Was there no way to put RAM in the cartridges of those things?

I think you can do it, though, and have a cool game, but the monsters won't be able to move. :3  And they would be "fresh" again if you ran away and then encountered them again a short time later.

Let's see....  2 bytes for player's x/y position.  If you use a fixed "equipment" list (like in Lawrence's DND), where you have things like "weapon", "armor", "cloak", "boots", "ring", etc, where each "equipment" is just tracked by a "plus", you could get away with a nibble for each item of inventory.  Assuming 16 inventory items, that'd be 8 bytes.  A byte to store the seed for the level so you can restart the prng.  Then maybe....  16 monsters and 16 loots, as bitfields, that's 4 bytes.  That's, what, 15 bytes?  Still 11 bytes of ram left for ZP scratch area.  Oh, I guess you'd need at least a nibble for the dungeon level, and 6 nibbles for stats (you can fit the 3d6 range into 4 bits if you store the stats as S-3 instead of just S, so there's 3.5 more bytes.  Still........
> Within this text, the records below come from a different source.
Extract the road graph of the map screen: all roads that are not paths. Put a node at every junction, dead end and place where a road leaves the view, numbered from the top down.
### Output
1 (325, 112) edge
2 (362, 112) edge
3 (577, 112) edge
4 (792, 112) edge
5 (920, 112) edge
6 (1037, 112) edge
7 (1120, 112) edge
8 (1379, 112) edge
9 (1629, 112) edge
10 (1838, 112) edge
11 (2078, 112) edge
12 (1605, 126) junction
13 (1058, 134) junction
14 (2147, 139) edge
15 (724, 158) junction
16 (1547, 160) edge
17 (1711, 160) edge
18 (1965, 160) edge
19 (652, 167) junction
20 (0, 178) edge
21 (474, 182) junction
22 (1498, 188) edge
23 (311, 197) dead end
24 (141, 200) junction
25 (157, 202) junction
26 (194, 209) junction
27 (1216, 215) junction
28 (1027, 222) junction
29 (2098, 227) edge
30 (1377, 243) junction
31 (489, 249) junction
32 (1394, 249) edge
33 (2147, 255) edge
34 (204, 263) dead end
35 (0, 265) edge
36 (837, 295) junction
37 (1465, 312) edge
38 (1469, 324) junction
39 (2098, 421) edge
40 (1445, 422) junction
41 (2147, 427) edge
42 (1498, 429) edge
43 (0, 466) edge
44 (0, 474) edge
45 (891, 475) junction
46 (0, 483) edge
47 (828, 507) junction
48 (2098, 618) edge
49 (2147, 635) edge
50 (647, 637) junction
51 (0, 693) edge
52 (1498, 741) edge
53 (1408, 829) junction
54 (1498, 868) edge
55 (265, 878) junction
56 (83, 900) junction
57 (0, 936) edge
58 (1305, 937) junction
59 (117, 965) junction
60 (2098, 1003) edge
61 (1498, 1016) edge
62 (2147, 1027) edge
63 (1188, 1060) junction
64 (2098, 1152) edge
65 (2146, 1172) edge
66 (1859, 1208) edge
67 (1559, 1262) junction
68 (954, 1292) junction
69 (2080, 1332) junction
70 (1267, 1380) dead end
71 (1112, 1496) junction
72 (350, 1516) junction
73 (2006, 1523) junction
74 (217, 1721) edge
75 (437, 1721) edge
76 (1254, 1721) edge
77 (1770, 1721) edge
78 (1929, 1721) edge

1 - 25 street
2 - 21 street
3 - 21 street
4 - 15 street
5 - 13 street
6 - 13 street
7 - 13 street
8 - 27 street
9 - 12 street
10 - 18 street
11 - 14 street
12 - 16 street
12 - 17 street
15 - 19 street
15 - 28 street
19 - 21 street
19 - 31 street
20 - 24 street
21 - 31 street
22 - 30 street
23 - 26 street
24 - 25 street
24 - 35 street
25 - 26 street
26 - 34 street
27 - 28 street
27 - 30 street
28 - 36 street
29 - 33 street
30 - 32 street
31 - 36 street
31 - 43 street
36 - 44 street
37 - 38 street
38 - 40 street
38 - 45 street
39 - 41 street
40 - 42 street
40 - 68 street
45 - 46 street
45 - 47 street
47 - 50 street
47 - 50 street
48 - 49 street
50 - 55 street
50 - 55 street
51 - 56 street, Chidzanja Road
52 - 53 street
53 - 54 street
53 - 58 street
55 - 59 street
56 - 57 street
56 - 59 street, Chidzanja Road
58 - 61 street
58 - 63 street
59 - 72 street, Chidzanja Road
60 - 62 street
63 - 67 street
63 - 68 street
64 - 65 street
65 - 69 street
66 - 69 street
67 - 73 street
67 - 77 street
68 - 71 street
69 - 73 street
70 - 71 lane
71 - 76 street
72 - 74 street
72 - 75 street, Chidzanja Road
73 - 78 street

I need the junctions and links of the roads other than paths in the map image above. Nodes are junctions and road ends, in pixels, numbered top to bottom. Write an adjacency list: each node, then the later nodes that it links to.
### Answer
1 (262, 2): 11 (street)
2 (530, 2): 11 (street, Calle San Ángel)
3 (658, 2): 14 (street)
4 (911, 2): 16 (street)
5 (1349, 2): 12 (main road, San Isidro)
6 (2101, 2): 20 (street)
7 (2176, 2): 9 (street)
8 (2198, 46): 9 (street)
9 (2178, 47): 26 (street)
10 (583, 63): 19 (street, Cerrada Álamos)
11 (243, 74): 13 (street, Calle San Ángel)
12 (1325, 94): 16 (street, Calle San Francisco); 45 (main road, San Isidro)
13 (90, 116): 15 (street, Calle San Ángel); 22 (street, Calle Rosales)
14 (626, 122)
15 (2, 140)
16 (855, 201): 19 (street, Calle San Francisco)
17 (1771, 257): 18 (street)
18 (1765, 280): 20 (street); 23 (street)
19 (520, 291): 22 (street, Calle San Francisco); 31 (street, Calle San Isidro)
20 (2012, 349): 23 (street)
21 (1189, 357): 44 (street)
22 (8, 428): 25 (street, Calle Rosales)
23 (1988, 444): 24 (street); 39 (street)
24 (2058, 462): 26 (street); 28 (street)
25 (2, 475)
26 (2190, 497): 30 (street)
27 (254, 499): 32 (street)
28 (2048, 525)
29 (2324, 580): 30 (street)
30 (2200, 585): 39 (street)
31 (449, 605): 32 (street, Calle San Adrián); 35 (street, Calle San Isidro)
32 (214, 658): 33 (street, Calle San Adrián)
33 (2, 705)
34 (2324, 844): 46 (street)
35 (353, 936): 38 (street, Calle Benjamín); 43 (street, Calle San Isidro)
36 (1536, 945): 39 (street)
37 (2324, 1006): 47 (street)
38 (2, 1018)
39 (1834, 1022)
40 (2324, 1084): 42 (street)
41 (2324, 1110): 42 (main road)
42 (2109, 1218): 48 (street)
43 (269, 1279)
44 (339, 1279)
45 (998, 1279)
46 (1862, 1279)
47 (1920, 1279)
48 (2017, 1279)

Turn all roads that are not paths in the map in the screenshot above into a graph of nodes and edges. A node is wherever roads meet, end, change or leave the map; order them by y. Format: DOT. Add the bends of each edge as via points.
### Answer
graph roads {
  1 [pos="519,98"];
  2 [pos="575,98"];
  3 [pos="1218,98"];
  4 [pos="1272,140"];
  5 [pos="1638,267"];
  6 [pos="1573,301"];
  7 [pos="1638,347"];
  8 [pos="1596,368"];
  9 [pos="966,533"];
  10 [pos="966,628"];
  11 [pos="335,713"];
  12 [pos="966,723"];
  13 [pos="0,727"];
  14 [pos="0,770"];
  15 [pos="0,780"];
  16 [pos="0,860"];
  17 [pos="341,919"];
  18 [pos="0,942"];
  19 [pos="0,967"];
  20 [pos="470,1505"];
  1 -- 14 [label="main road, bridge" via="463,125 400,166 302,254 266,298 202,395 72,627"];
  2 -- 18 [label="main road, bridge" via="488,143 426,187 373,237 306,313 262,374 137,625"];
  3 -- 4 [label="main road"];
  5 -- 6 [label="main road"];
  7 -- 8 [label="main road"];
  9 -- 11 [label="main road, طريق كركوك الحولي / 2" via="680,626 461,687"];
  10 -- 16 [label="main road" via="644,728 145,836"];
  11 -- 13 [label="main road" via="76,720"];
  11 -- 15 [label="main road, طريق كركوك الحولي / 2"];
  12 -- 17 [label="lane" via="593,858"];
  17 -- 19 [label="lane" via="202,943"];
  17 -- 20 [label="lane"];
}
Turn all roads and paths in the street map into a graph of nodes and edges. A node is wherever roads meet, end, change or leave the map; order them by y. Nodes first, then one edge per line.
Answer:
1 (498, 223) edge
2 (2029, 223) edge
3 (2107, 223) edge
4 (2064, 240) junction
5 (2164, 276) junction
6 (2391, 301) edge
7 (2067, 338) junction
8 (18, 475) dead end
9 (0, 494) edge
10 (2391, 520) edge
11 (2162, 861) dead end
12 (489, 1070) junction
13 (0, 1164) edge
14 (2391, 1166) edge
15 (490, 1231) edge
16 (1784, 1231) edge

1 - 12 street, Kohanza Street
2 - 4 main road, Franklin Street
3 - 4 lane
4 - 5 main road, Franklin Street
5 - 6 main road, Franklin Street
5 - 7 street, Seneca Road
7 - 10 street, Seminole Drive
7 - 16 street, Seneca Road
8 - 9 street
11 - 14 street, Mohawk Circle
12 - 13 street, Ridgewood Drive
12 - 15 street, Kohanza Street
Then just loop through the prng to find values for different parts of the level.  The level layout could be generated by the first N bytes returned by the prng.  Monsters N+1...n+16, etc etc.  Slow, but......

Or you could partition the random number space into "blocks".  If your blocks were say, 32 bits wide, you could generate a sequence of random numbers off the level seed up to the number of the block you wanted to access (which you could quickly calculate with a bit shift if the block size was a power of 2).  Then reseed the prng with the random number you just got out of it, and generate another sequence up to the byte within the block that you wanted.  That'd be much faster than looping through the whole shebang with just one seed....

If you can pull it off, I for one will think it's awesome, given the hardware it is running on!!!  Hard to write, without having a stack to call procedures!
« Last Edit: August 31, 2012, 06:41:24 PM by Leaf »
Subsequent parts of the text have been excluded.